■ EXTRACTED MATERIAL ■
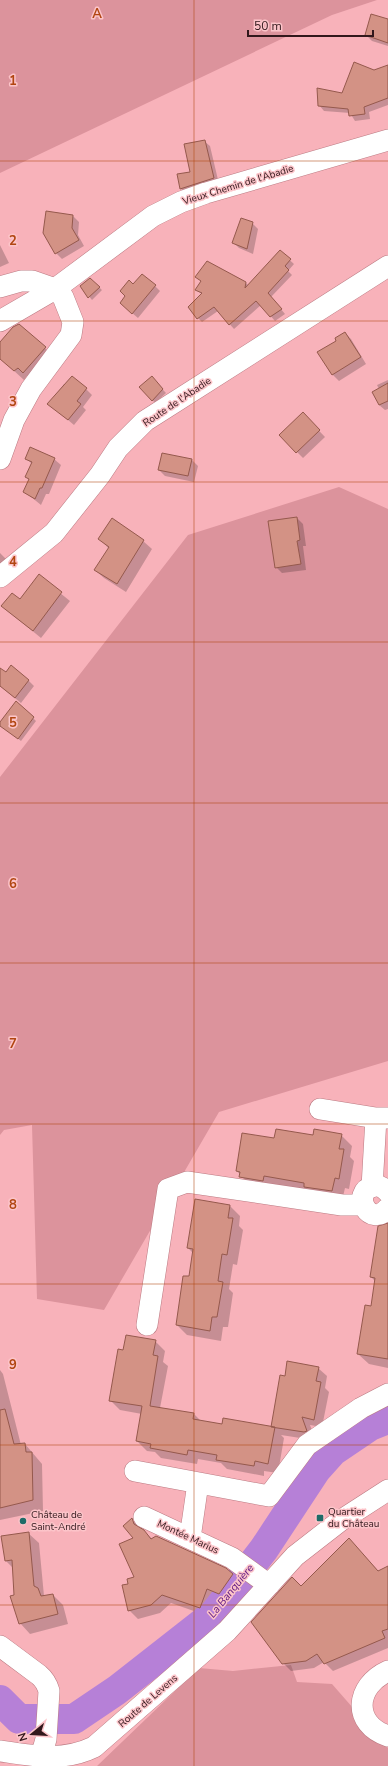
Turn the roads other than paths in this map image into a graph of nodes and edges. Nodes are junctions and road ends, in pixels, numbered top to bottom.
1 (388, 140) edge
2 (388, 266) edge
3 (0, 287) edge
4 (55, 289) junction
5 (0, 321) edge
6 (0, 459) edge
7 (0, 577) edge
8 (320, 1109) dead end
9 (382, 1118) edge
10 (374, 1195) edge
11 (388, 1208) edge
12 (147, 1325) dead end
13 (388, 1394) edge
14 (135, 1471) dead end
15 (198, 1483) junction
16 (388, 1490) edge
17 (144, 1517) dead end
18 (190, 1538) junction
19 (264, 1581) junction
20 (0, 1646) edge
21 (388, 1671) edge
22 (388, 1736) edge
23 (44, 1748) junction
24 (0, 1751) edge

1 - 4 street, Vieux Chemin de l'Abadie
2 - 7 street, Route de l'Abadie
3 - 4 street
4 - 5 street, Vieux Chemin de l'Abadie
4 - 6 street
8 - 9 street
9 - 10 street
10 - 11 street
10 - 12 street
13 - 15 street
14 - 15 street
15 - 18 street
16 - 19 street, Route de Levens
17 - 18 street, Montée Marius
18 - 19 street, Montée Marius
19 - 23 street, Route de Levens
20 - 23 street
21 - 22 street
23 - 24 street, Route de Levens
--
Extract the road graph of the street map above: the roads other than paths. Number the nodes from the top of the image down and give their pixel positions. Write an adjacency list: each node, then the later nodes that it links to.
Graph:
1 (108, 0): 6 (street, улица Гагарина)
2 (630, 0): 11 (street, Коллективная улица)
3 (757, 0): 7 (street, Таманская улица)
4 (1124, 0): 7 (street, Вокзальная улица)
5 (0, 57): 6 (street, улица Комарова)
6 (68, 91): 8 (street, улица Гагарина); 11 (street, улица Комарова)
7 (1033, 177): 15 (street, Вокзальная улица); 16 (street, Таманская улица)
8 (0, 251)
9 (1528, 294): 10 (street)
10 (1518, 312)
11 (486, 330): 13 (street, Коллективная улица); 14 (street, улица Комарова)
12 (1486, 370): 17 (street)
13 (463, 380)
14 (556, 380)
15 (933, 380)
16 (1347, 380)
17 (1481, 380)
==
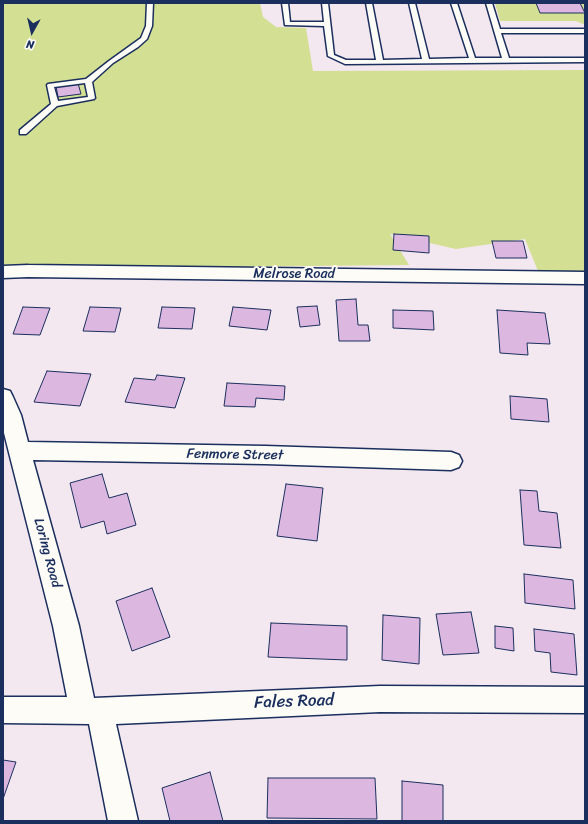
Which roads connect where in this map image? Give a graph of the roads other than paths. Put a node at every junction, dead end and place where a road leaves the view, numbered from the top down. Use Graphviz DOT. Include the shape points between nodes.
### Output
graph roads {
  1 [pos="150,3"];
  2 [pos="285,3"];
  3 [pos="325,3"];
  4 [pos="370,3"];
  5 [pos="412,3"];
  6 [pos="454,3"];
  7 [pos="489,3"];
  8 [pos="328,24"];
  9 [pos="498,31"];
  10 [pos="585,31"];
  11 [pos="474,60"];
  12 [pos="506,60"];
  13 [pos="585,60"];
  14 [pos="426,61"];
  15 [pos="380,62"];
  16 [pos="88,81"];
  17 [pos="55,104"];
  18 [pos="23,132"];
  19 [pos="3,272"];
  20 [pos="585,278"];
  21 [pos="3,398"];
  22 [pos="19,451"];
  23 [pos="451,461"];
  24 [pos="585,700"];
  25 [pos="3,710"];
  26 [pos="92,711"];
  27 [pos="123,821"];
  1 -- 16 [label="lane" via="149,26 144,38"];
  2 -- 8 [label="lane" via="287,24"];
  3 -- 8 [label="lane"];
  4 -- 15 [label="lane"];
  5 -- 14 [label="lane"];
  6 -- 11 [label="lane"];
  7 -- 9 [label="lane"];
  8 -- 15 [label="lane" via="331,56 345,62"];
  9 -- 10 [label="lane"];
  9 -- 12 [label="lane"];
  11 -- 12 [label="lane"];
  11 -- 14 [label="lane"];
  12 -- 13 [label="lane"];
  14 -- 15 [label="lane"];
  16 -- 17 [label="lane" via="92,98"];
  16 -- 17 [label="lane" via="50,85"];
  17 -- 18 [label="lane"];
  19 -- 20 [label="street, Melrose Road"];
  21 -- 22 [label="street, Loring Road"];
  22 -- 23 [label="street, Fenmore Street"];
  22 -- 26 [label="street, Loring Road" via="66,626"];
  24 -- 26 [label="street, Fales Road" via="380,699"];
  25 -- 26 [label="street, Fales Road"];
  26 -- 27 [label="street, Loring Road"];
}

■ TASK INSTRUCTIONS ■
Report each line of the material above where the word "down" appears.

■ RESPONSE TO THE TASK ■
Extract the road graph of the street map above: the roads other than paths. Number the nodes from the top of the image down and give their pixel positions. Write an adjacency list: each node, then the later nodes that it links to.
Which roads connect where in this map image? Give a graph of the roads other than paths. Put a node at every junction, dead end and place where a road leaves the view, numbered from the top down. Use Graphviz DOT. Include the shape points between nodes.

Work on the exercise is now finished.